Guilting Germany Into a More Aggressive Foreign Policy (IV)
Jochen Bittner recycles a familiar argument:
Commitments in Bosnia and Afghanistan aside, Germany has long failed to pull its weight in international affairs [bold mine-DL].
In practice, what this really means is that Germany has not been involved in using its military to kill people in other countries as much as its allies would like. Provided that we don’t define international engagement primarily or solely in terms of military intervention, Germany has been “pulling its weight” in many respects for quite some time. Germany has been involved in negotiations with Iran for the last decade, and continues to be part of the P5+1, which is a fairly important role in international affairs.

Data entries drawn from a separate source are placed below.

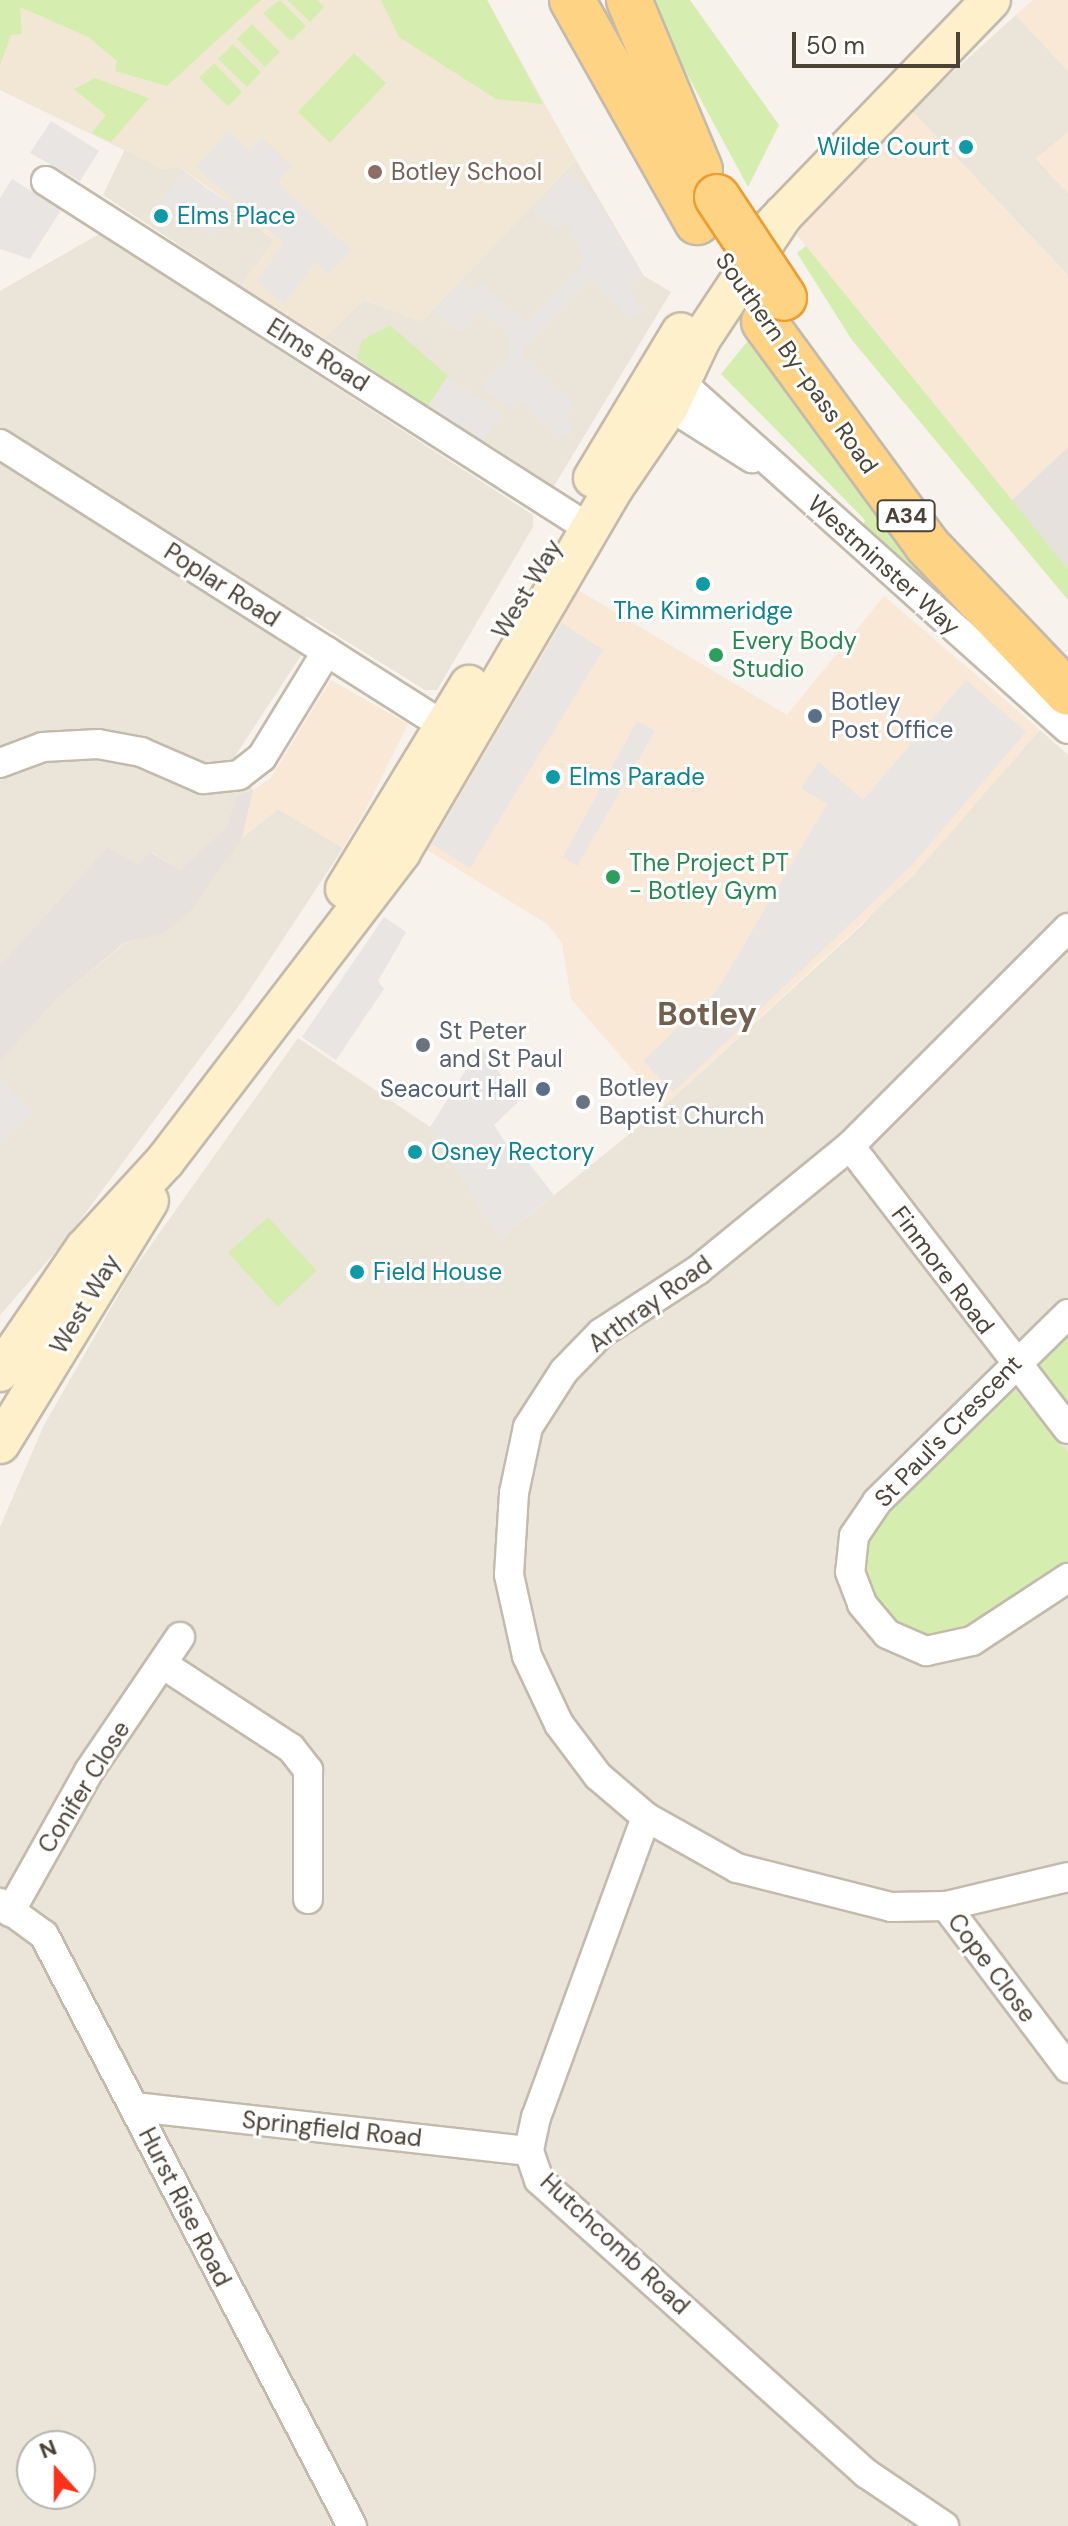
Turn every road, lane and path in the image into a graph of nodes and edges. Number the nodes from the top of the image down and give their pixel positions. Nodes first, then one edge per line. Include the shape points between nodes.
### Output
1 (555, 0) edge
2 (572, 0) edge
3 (605, 0) edge
4 (629, 0) edge
5 (991, 0) edge
6 (627, 103) junction
7 (46, 181) dead end
8 (704, 196) junction
9 (774, 310) junction
10 (665, 386) junction
11 (0, 444) edge
12 (580, 523) junction
13 (327, 651) junction
14 (1068, 652) edge
15 (1068, 693) edge
16 (444, 726) junction
17 (1068, 729) edge
18 (0, 763) edge
19 (1068, 928) edge
20 (298, 982) junction
21 (850, 1146) junction
22 (165, 1161) junction
23 (1068, 1314) edge
24 (10, 1344) edge
25 (1012, 1362) junction
26 (0, 1372) edge
27 (1068, 1429) edge
28 (0, 1444) edge
29 (1068, 1578) edge
30 (180, 1637) dead end
31 (164, 1665) junction
32 (646, 1817) junction
33 (1068, 1877) edge
34 (308, 1899) dead end
35 (946, 1906) junction
36 (5, 1908) edge
37 (1068, 2068) edge
38 (135, 2107) junction
39 (529, 2151) junction
40 (352, 2526) edge
41 (944, 2526) edge

1 - 6 highway
2 - 6 highway, Southern By-pass Road / A34
3 - 8 highway, Southern By-pass Road / A34
4 - 8 highway
5 - 10 main road, West Way via 783,215
6 - 8 highway, Southern By-pass Road / A34
7 - 12 street, Elms Road
8 - 9 highway, Southern By-pass Road / A34
9 - 14 highway, Southern By-pass Road / A34 via 948,524
9 - 15 highway, Southern By-pass Road / A34 via 927,545
10 - 12 main road, West Way
10 - 17 street, Westminster Way via 770,467
11 - 13 street, Poplar Road
12 - 16 main road, West Way
12 - 20 main road, West Way via 401,852
13 - 16 street, Poplar Road
13 - 18 street via 256,766 239,775 203,779 141,752 98,744 43,747
16 - 20 main road, West Way via 336,902
19 - 21 street, Arthray Road
20 - 22 main road, West Way
21 - 25 street, Finmore Road
21 - 32 street, Arthray Road via 698,1270 601,1333 564,1371 528,1427 514,1493 509,1575 527,1656 559,1724 598,1776
22 - 24 main road, West Way via 134,1187
22 - 28 main road, West Way via 152,1197
23 - 25 street, St Paul's Crescent
24 - 26 main road, West Way
25 - 27 street, Finmore Road
25 - 29 street, St Paul's Crescent via 877,1502 854,1536 850,1572 862,1604 887,1634 926,1651 972,1641
30 - 31 street, Conifer Close
31 - 34 street via 291,1748 308,1770
31 - 36 street, Conifer Close via 89,1771
32 - 35 street, Arthray Road via 737,1868 833,1897
32 - 39 street, Hutchcomb Road
33 - 35 street, Arthray Road
35 - 37 street, Cope Close
36 - 38 street, Hurst Rise Road via 44,1935
38 - 39 street, Springfield Road
38 - 40 street, Hurst Rise Road
39 - 41 street, Hutchcomb Road via 539,2180 867,2474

Germany is the preeminent political power in the EU, and has been instrumental in expanding and consolidating the European Union over the last twenty years. There are probably quite a few members of the EU experiencing the effects of austerity regimes that would be surprised to learn that Germany isn’t “pulling its weight” internationally. They might wish that it were so, but it clearly isn’t. The “failure” attributed to Germany relates almost entirely to the size of its military budget and its general unwillingness to join other Western governments in ill-advised wars. Changing that in favor of a larger military and more militarized foreign policy is what Bittner ridiculously refers to as wanting to be “grown-up.”
Bittner notes near the end:
Ms. Merkel is, by all accounts, far from pleased with the message from Munich.